## Records supplied:

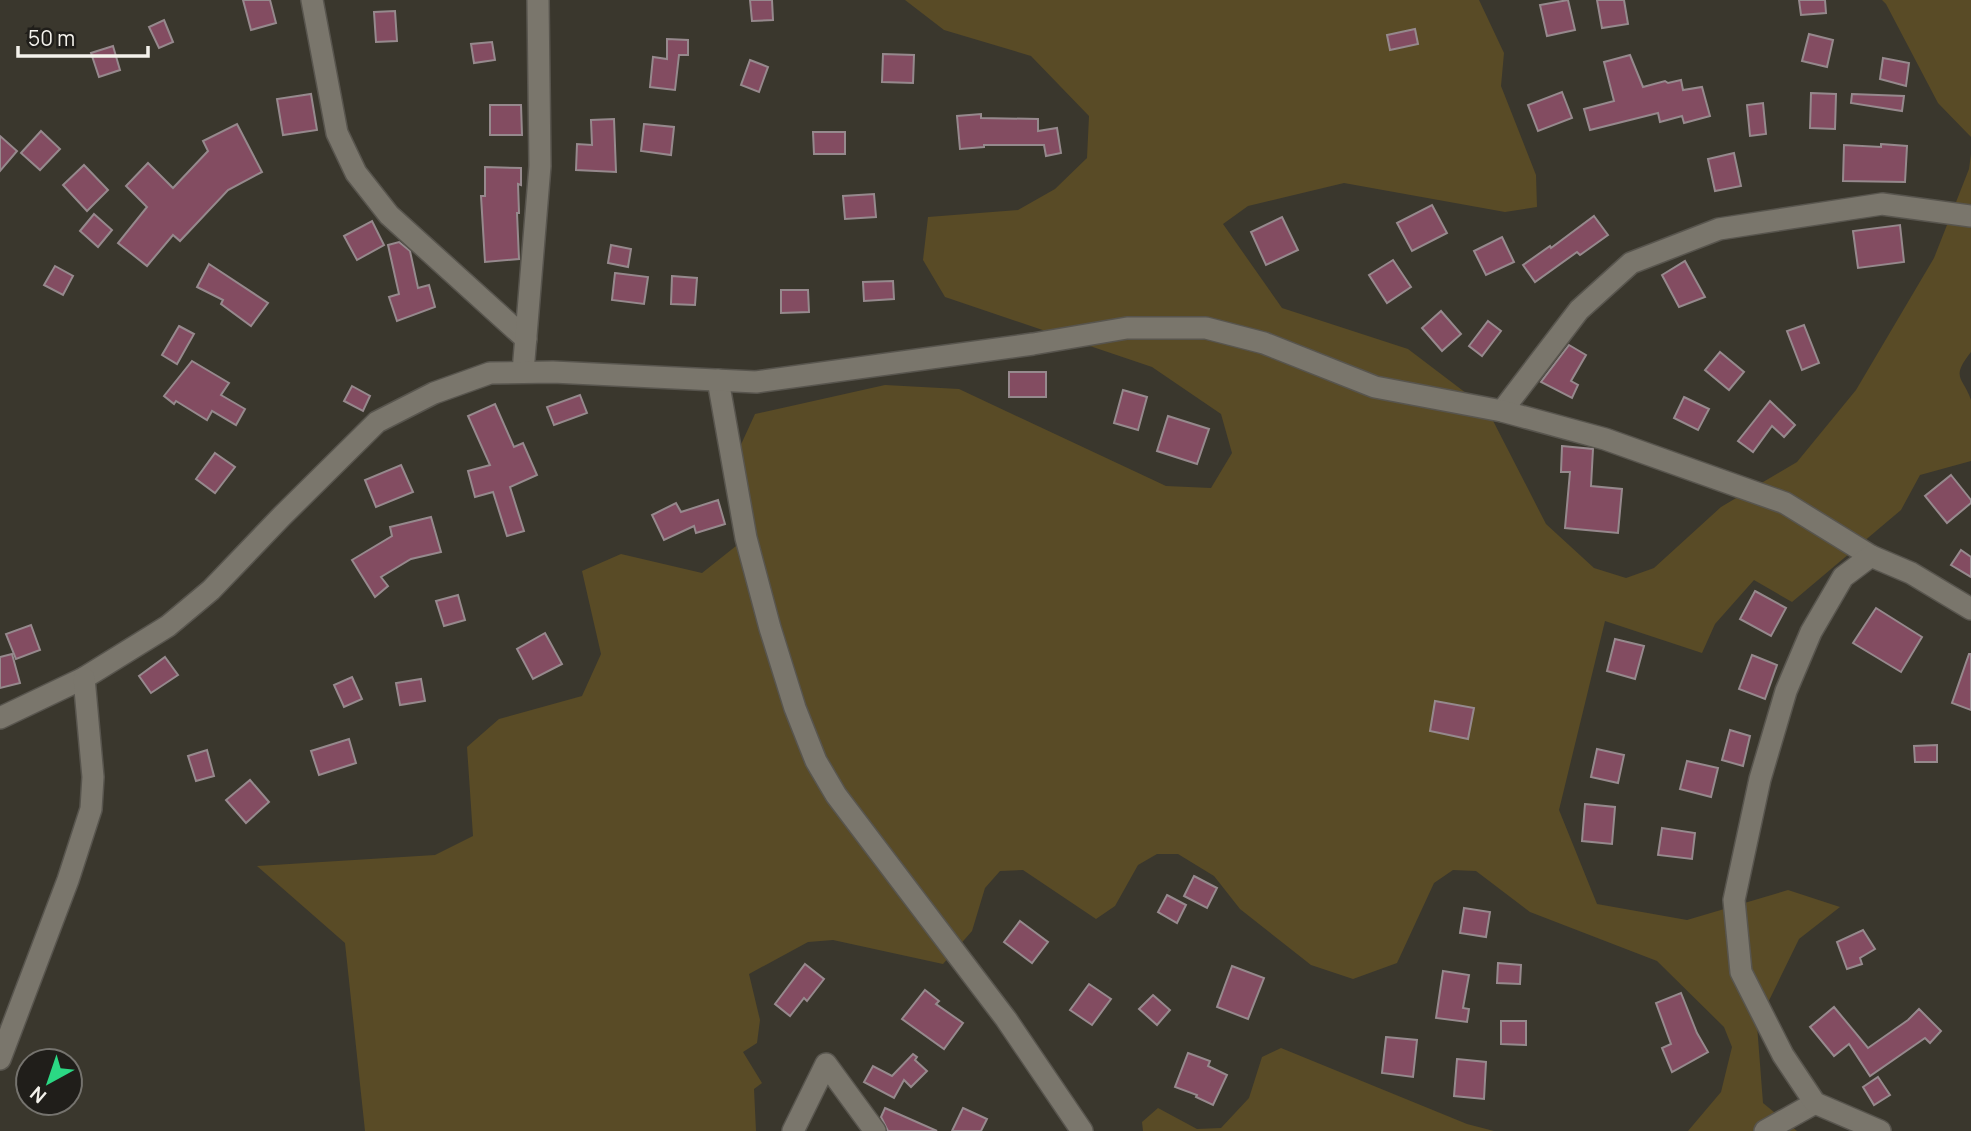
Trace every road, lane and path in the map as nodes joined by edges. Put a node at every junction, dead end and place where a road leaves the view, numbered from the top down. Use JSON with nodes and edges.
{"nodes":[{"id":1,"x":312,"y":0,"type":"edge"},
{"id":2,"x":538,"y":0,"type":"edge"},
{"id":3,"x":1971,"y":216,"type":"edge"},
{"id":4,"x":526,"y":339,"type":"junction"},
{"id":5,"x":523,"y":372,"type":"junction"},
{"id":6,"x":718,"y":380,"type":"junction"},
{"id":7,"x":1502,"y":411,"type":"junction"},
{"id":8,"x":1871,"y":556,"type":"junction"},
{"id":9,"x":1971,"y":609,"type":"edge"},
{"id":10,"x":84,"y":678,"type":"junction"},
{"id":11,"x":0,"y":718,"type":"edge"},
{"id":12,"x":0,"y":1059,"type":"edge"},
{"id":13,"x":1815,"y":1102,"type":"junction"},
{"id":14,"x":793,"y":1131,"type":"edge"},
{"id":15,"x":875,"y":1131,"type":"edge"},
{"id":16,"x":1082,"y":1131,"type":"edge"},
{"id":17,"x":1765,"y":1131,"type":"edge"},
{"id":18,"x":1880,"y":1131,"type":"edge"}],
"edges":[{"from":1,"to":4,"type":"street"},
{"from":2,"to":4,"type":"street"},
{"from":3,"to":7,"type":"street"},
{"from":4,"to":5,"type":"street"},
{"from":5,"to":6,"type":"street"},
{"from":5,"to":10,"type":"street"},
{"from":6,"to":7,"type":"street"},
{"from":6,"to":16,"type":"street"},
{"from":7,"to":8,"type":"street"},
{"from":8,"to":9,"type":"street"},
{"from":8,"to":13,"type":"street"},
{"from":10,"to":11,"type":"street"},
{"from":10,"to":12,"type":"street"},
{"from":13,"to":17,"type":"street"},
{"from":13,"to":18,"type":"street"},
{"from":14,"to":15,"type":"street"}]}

## What this task involves:
Identify each line in the entries with the word "nodes" and copy it.

## Result of this exercise:
Trace every road, lane and path in the map as nodes joined by edges. Put a node at every junction, dead end and place where a road leaves the view, numbered from the top down. Use JSON with nodes and edges.
{"nodes":[{"id":1,"x":312,"y":0,"type":"edge"},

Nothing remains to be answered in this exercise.